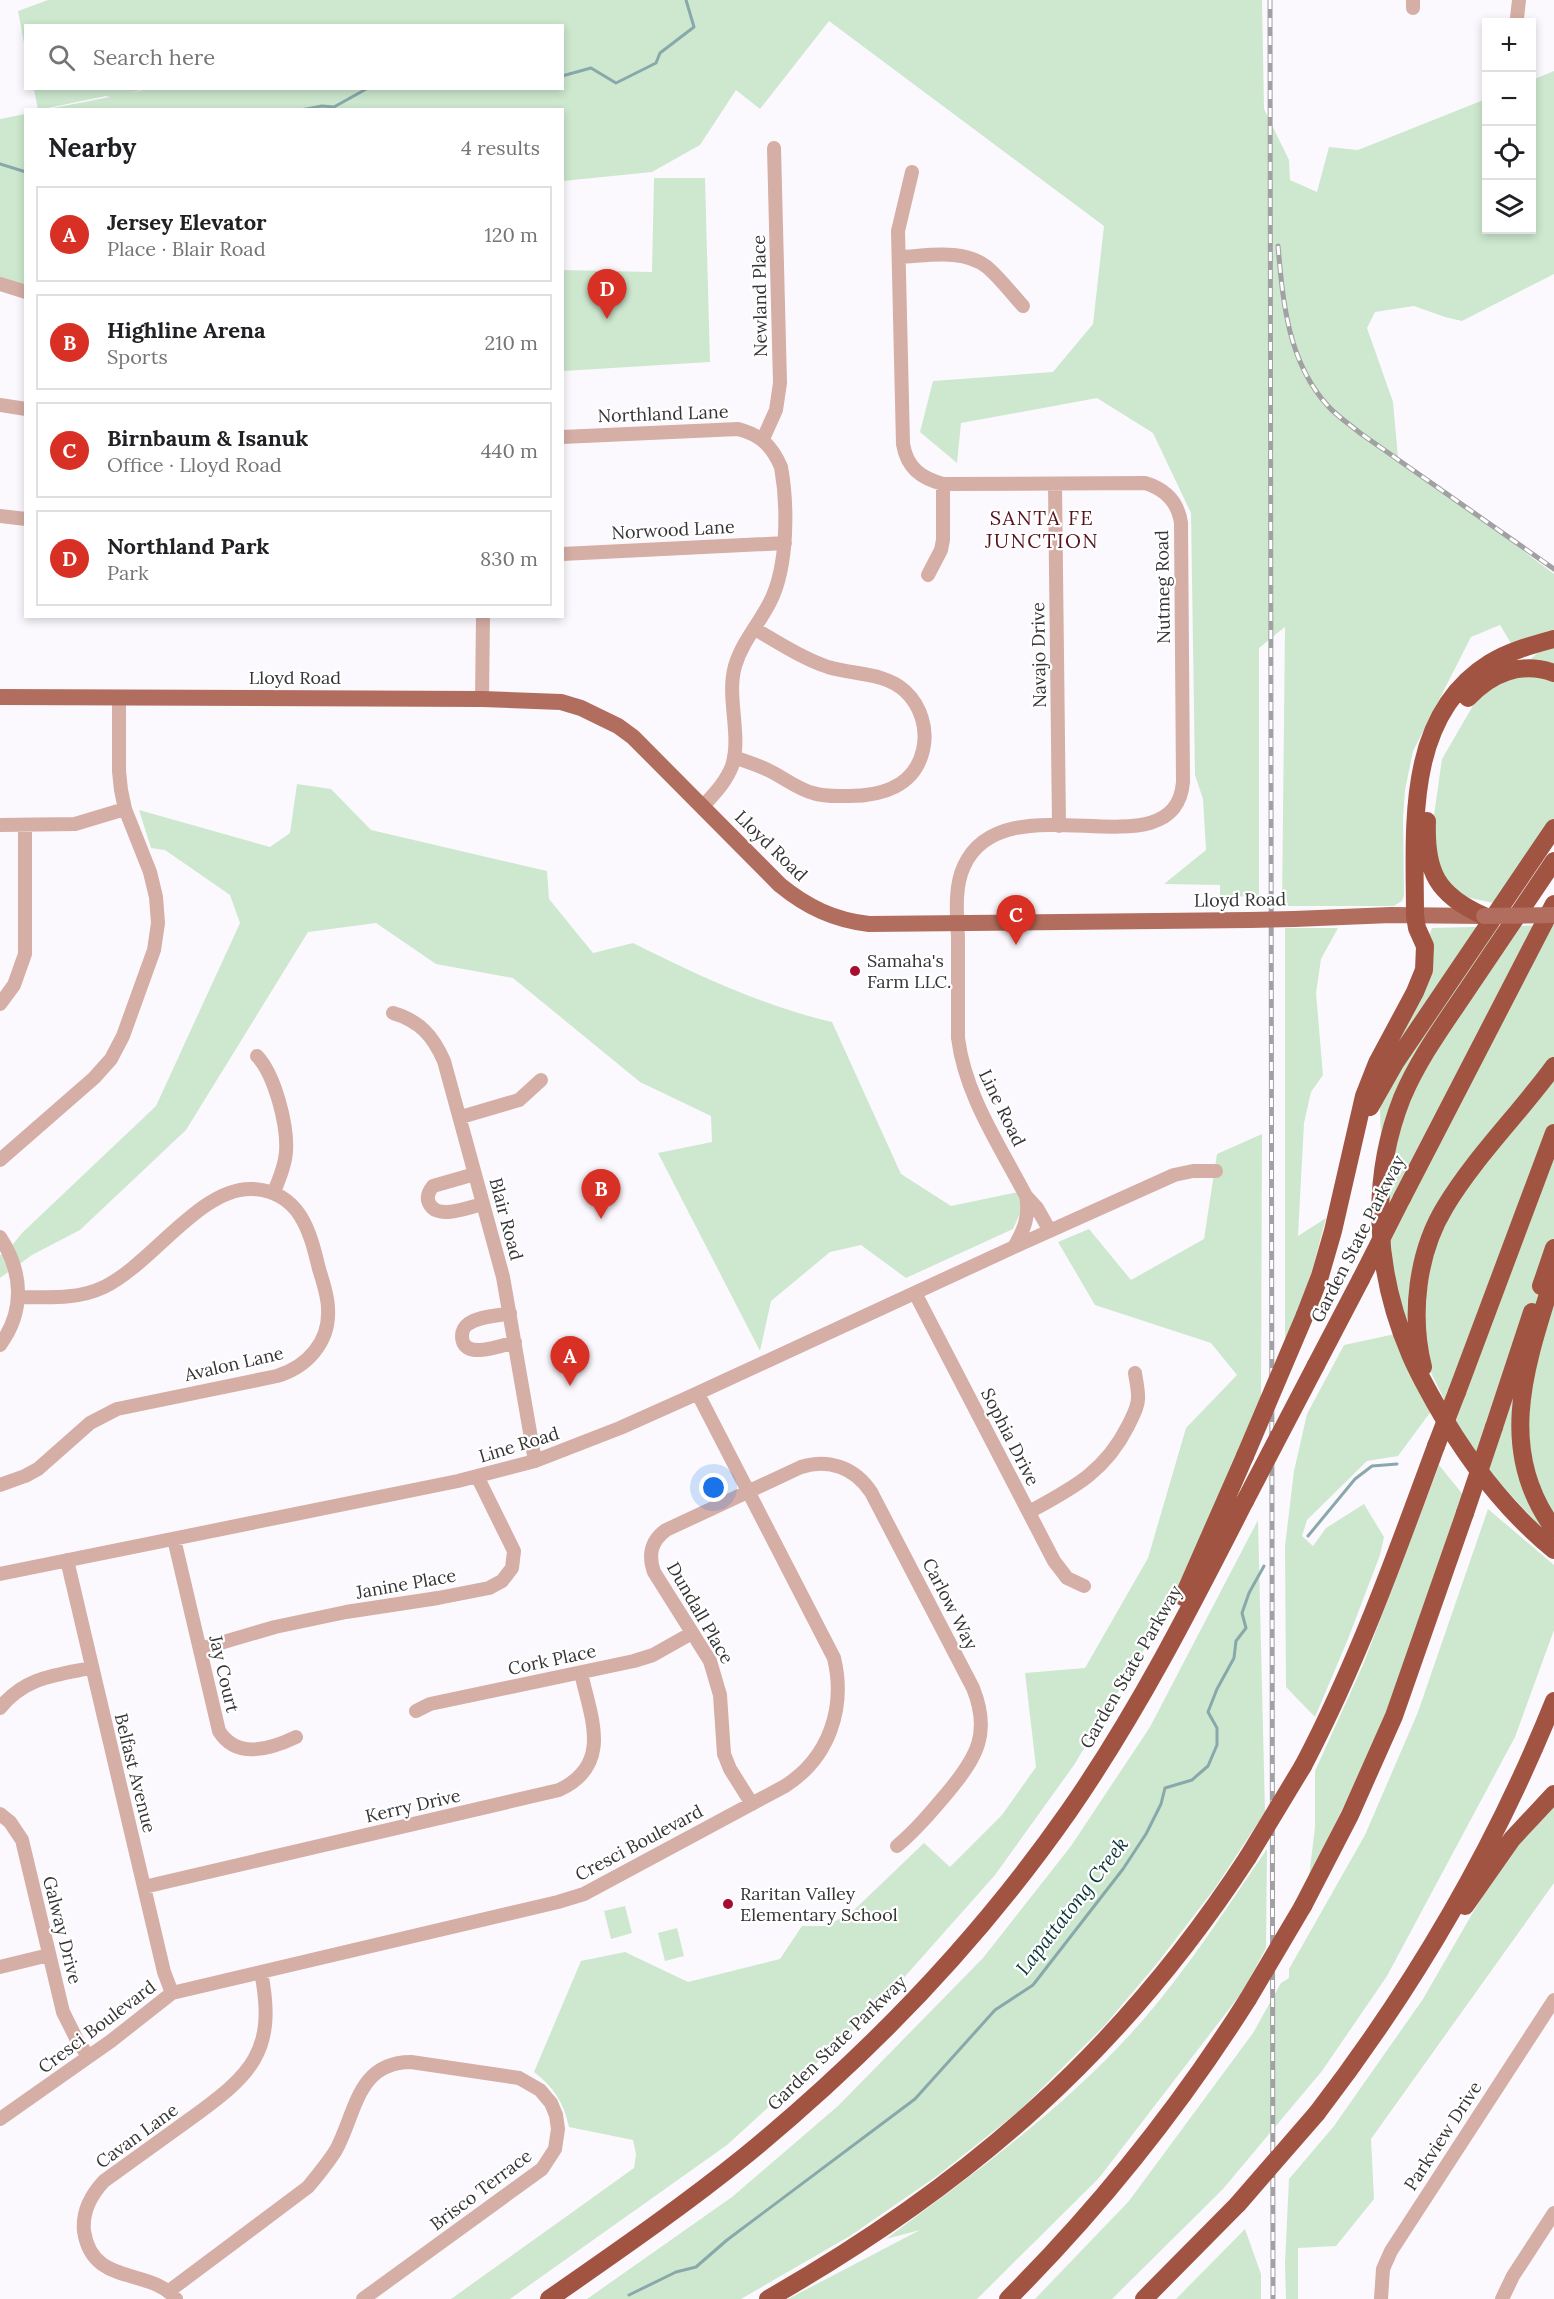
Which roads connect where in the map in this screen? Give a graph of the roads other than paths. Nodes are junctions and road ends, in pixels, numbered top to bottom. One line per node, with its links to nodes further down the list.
1 (1519, 0): 2 (street)
2 (1517, 18)
3 (774, 148): 12 (street, Newland Place)
4 (912, 172): 5 (street, Nutmeg Road)
5 (899, 257): 8 (street); 13 (street, Nutmeg Road)
6 (0, 284): 7 (street)
7 (24, 291)
8 (1023, 306)
9 (0, 405): 10 (street)
10 (24, 409)
11 (564, 437): 12 (street, Northland Lane)
12 (764, 439): 17 (street)
13 (943, 484): 14 (street, Nutmeg Road); 19 (street)
14 (1055, 484): 32 (street, Navajo Drive); 32 (street, Nutmeg Road)
15 (0, 516): 16 (street)
16 (24, 519)
17 (785, 543): 18 (street, Norwood Lane); 21 (street)
18 (564, 554)
19 (928, 575)
20 (483, 618): 26 (street)
21 (755, 629): 27 (street); 27 (street)
22 (1554, 639): 37 (highway)
23 (1554, 673): 38 (highway)
24 (0, 697): 25 (main road, Lloyd Road)
25 (119, 698): 26 (main road, Lloyd Road); 29 (street)
26 (482, 699): 28 (main road, Lloyd Road)
27 (734, 757): 28 (street)
28 (702, 806): 39 (main road, Lloyd Road)
29 (125, 809): 31 (street); 48 (street)
30 (0, 825): 31 (street)
31 (25, 825): 40 (street)
32 (1059, 826): 39 (street, Nutmeg Road)
33 (1554, 828): 47 (highway)
34 (1554, 861): 66 (highway)
35 (1554, 904): 82 (highway, Garden State Parkway, bridge)
36 (1554, 915): 38 (main road, Lloyd Road, bridge)
37 (1415, 916): 38 (main road, Lloyd Road); 39 (main road, Lloyd Road, bridge); 47 (highway)
38 (1484, 916)
39 (957, 923): 52 (street, Line Road)
40 (0, 1004)
41 (393, 1013): 45 (street, Blair Road)
42 (257, 1056): 51 (street)
43 (1554, 1066): 66 (highway)
44 (541, 1080): 45 (street)
45 (461, 1117): 50 (street, Blair Road)
46 (1554, 1133): 104 (highway, bridge)
47 (1351, 1154): 82 (highway, bridge)
48 (0, 1160)
49 (1216, 1171): 54 (street, Line Road)
50 (475, 1174): 53 (street, Blair Road); 53 (street)
51 (274, 1192): 60 (street); 69 (street, Avalon Lane)
52 (1026, 1196): 54 (street, Line Road); 56 (street, Line Road)
53 (483, 1204): 61 (street, Blair Road)
54 (1050, 1231): 56 (street, Line Road)
55 (0, 1237): 60 (street)
56 (1014, 1247): 59 (street, Line Road)
57 (1554, 1248): 105 (highway, bridge)
58 (1554, 1275): 72 (highway)
59 (915, 1293): 65 (street, Line Road); 71 (street, Sophia Drive)
60 (19, 1297): 63 (street)
61 (510, 1312): 62 (street, Blair Road); 62 (street)
62 (515, 1342): 67 (street, Blair Road)
63 (0, 1345)
64 (1135, 1373): 71 (street)
65 (698, 1394): 67 (street, Line Road); 70 (street, Cresci Boulevard)
66 (1431, 1395): 74 (highway)
67 (535, 1461): 68 (street, Line Road)
68 (477, 1476): 73 (street, Line Road); 79 (street, Janine Place)
69 (0, 1485)
70 (749, 1491): 78 (street, Dundall Place); 88 (street, Cresci Boulevard); 90 (street, Carlow Way)
71 (1029, 1512): 77 (street, Sophia Drive)
72 (1554, 1529)
73 (174, 1539): 75 (street, Line Road); 79 (street, Jay Court)
74 (1554, 1551)
75 (67, 1560): 76 (street, Line Road); 80 (street, Belfast Avenue)
76 (0, 1574)
77 (1084, 1586)
78 (692, 1633): 81 (street, Cork Place); 88 (street, Dundall Place)
79 (200, 1649): 86 (street, Jay Court)
80 (91, 1668): 84 (street); 91 (street, Belfast Avenue)
81 (581, 1673): 85 (street, Cork Place); 91 (street, Kerry Drive)
82 (1150, 1681): 103 (highway, Garden State Parkway)
83 (1554, 1701): 94 (highway)
84 (0, 1708)
85 (416, 1711)
86 (296, 1737)
87 (1554, 1794): 94 (highway)
88 (752, 1804): 95 (street, Cresci Boulevard)
89 (0, 1814): 92 (street, Galway Drive)
90 (897, 1846)
91 (144, 1887): 96 (street, Belfast Avenue)
92 (49, 1955): 93 (street); 98 (street, Galway Drive)
93 (0, 1966)
94 (1416, 1969): 106 (highway, bridge)
95 (261, 1972): 96 (street, Cresci Boulevard); 101 (street, Cavan Lane)
96 (172, 1993): 98 (street, Cresci Boulevard)
97 (1554, 2000): 107 (street, Parkview Drive)
98 (88, 2056): 99 (street, Cresci Boulevard)
99 (0, 2119)
100 (1554, 2213): 108 (street)
101 (173, 2295): 102 (street, Brisco Terrace)
102 (363, 2299)
103 (549, 2299)
104 (768, 2299)
105 (1008, 2299)
106 (1144, 2299)
107 (1381, 2299)
108 (1502, 2299)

##############################

The answer is every line in the data where the word "Belfast" appears.

(FINISHED TASK):
75 (67, 1560): 76 (street, Line Road); 80 (street, Belfast Avenue)
80 (91, 1668): 84 (street); 91 (street, Belfast Avenue)
91 (144, 1887): 96 (street, Belfast Avenue)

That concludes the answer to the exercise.